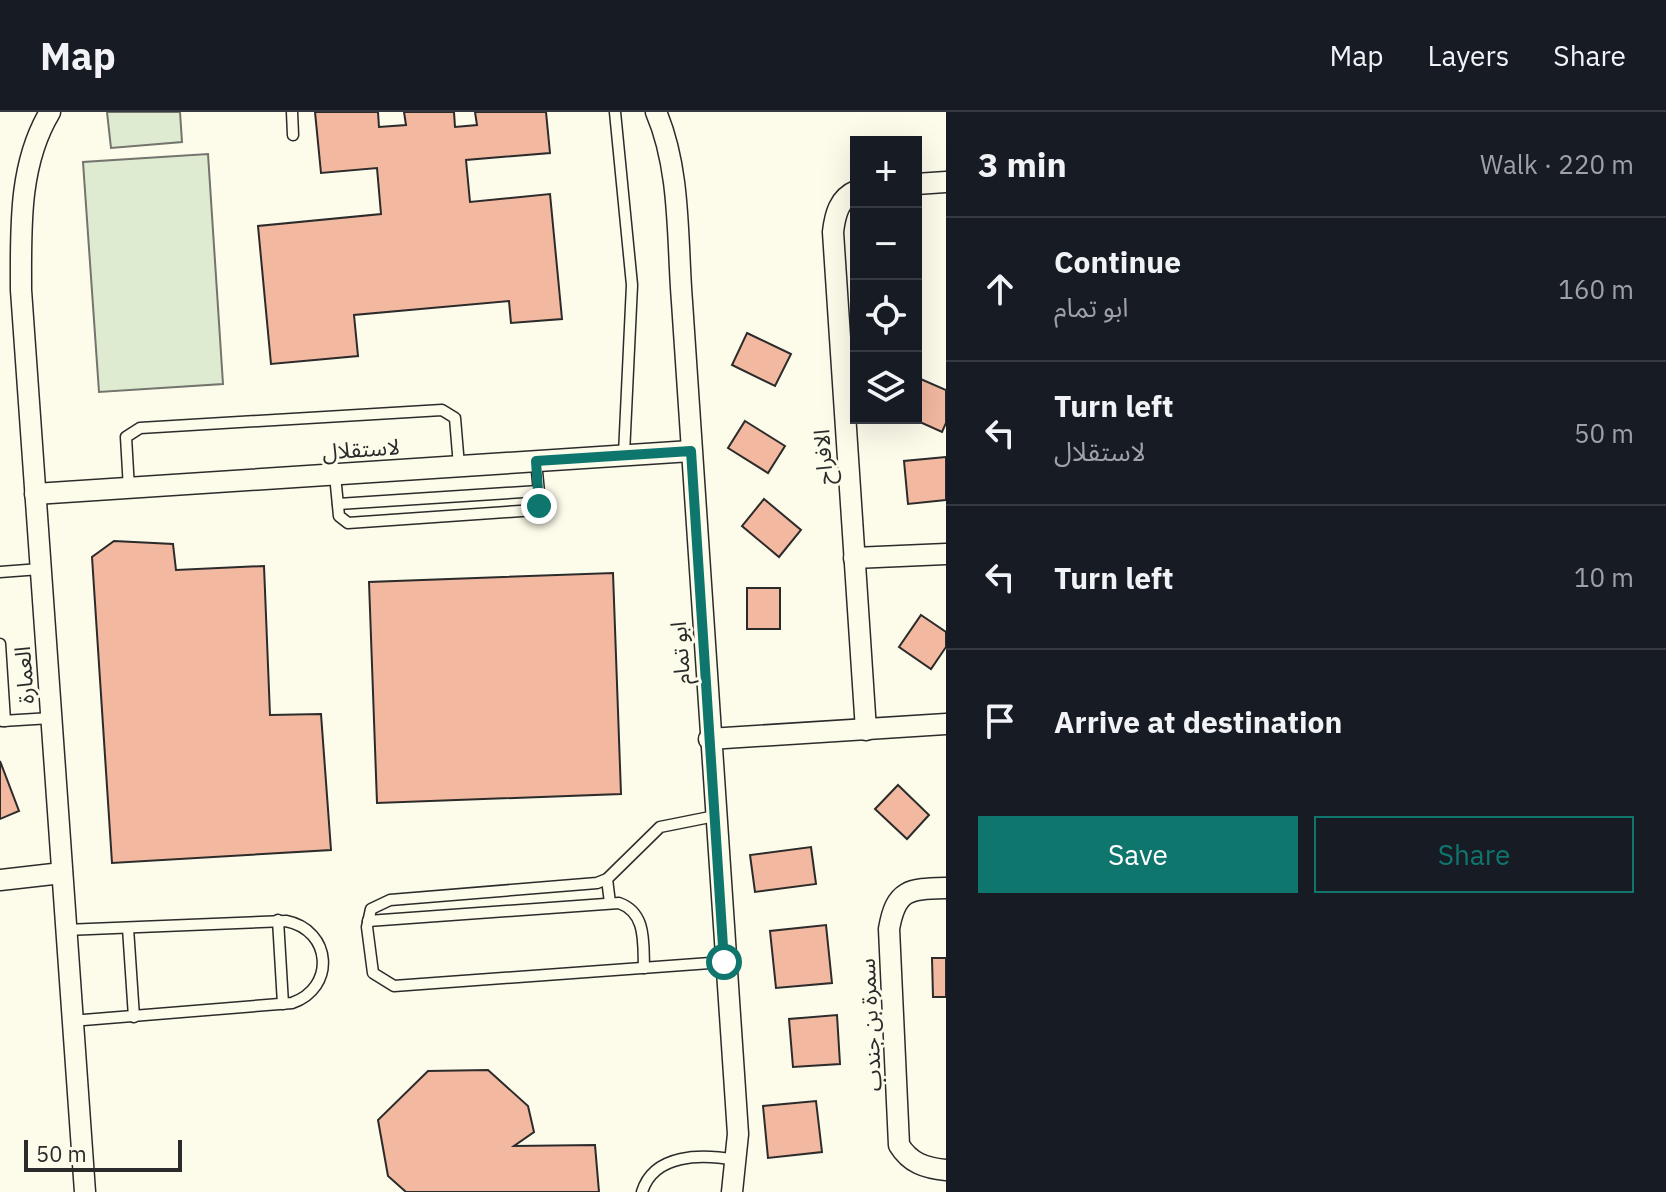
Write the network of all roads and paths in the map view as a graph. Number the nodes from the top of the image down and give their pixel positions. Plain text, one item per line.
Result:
1 (50, 112) edge
2 (292, 112) edge
3 (615, 112) edge
4 (656, 112) edge
5 (293, 135) dead end
6 (946, 182) edge
7 (922, 184) edge
8 (850, 196) edge
9 (691, 451) junction
10 (624, 454) junction
11 (536, 461) junction
12 (459, 466) junction
13 (335, 475) junction
14 (129, 489) junction
15 (539, 491) junction
16 (35, 494) junction
17 (338, 504) junction
18 (946, 554) edge
19 (854, 558) junction
20 (40, 569) junction
21 (0, 572) edge
22 (0, 644) edge
23 (0, 655) edge
24 (51, 718) junction
25 (2, 721) edge
26 (946, 724) edge
27 (866, 730) junction
28 (709, 739) junction
29 (715, 816) junction
30 (62, 873) junction
31 (607, 879) junction
32 (0, 880) edge
33 (946, 888) edge
34 (610, 903) junction
35 (278, 920) junction
36 (368, 921) junction
37 (128, 928) junction
38 (65, 930) junction
39 (724, 962) junction
40 (644, 968) junction
41 (283, 1004) junction
42 (134, 1017) junction
43 (71, 1021) junction
44 (735, 1160) junction
45 (946, 1170) edge
46 (85, 1192) edge
47 (642, 1192) edge
48 (732, 1192) edge

1 - 16 street, العمارة
2 - 5 lane
3 - 10 lane
4 - 9 street, ابو تمام
6 - 7 street
8 - 19 street, الافراح
9 - 10 street, لاستقلال
9 - 28 street, ابو تمام
10 - 11 street, لاستقلال
11 - 12 street, لاستقلال
11 - 15 lane
12 - 13 street, لاستقلال
12 - 14 lane
13 - 14 street, لاستقلال
13 - 17 lane
14 - 16 street, لاستقلال
15 - 17 lane
15 - 17 lane
16 - 20 street, العمارة
18 - 19 street
19 - 27 street, الافراح
20 - 21 lane
20 - 24 street, العمارة
22 - 23 lane
23 - 25 lane
24 - 25 lane
24 - 30 street, العمارة
26 - 27 street
27 - 28 street
28 - 29 street, ابو تمام
29 - 31 lane
29 - 39 street, ابو تمام
30 - 32 street
30 - 38 street, العمارة
31 - 34 lane
31 - 36 lane
33 - 45 street, سمرة بن جندب
34 - 36 lane
34 - 40 lane
35 - 37 lane
35 - 41 lane
35 - 41 lane
36 - 40 lane
37 - 38 lane
37 - 42 lane
38 - 43 street, العمارة
39 - 40 lane
39 - 44 street, ابو تمام
41 - 42 lane
42 - 43 lane
43 - 46 street, العمارة
44 - 47 lane
44 - 48 street, ابو تمام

Task to carry out:
No pictures belong in the copy. Repeat the entries exactly.

Answer area:
Write the network of all roads and paths in the map view as a graph. Number the nodes from the top of the image down and give their pixel positions. Plain text, one item per line.
Result:
1 (50, 112) edge
2 (292, 112) edge
3 (615, 112) edge
4 (656, 112) edge
5 (293, 135) dead end
6 (946, 182) edge
7 (922, 184) edge
8 (850, 196) edge
9 (691, 451) junction
10 (624, 454) junction
11 (536, 461) junction
12 (459, 466) junction
13 (335, 475) junction
14 (129, 489) junction
15 (539, 491) junction
16 (35, 494) junction
17 (338, 504) junction
18 (946, 554) edge
19 (854, 558) junction
20 (40, 569) junction
21 (0, 572) edge
22 (0, 644) edge
23 (0, 655) edge
24 (51, 718) junction
25 (2, 721) edge
26 (946, 724) edge
27 (866, 730) junction
28 (709, 739) junction
29 (715, 816) junction
30 (62, 873) junction
31 (607, 879) junction
32 (0, 880) edge
33 (946, 888) edge
34 (610, 903) junction
35 (278, 920) junction
36 (368, 921) junction
37 (128, 928) junction
38 (65, 930) junction
39 (724, 962) junction
40 (644, 968) junction
41 (283, 1004) junction
42 (134, 1017) junction
43 (71, 1021) junction
44 (735, 1160) junction
45 (946, 1170) edge
46 (85, 1192) edge
47 (642, 1192) edge
48 (732, 1192) edge

1 - 16 street, العمارة
2 - 5 lane
3 - 10 lane
4 - 9 street, ابو تمام
6 - 7 street
8 - 19 street, الافراح
9 - 10 street, لاستقلال
9 - 28 street, ابو تمام
10 - 11 street, لاستقلال
11 - 12 street, لاستقلال
11 - 15 lane
12 - 13 street, لاستقلال
12 - 14 lane
13 - 14 street, لاستقلال
13 - 17 lane
14 - 16 street, لاستقلال
15 - 17 lane
15 - 17 lane
16 - 20 street, العمارة
18 - 19 street
19 - 27 street, الافراح
20 - 21 lane
20 - 24 street, العمارة
22 - 23 lane
23 - 25 lane
24 - 25 lane
24 - 30 street, العمارة
26 - 27 street
27 - 28 street
28 - 29 street, ابو تمام
29 - 31 lane
29 - 39 street, ابو تمام
30 - 32 street
30 - 38 street, العمارة
31 - 34 lane
31 - 36 lane
33 - 45 street, سمرة بن جندب
34 - 36 lane
34 - 40 lane
35 - 37 lane
35 - 41 lane
35 - 41 lane
36 - 40 lane
37 - 38 lane
37 - 42 lane
38 - 43 street, العمارة
39 - 40 lane
39 - 44 street, ابو تمام
41 - 42 lane
42 - 43 lane
43 - 46 street, العمارة
44 - 47 lane
44 - 48 street, ابو تمام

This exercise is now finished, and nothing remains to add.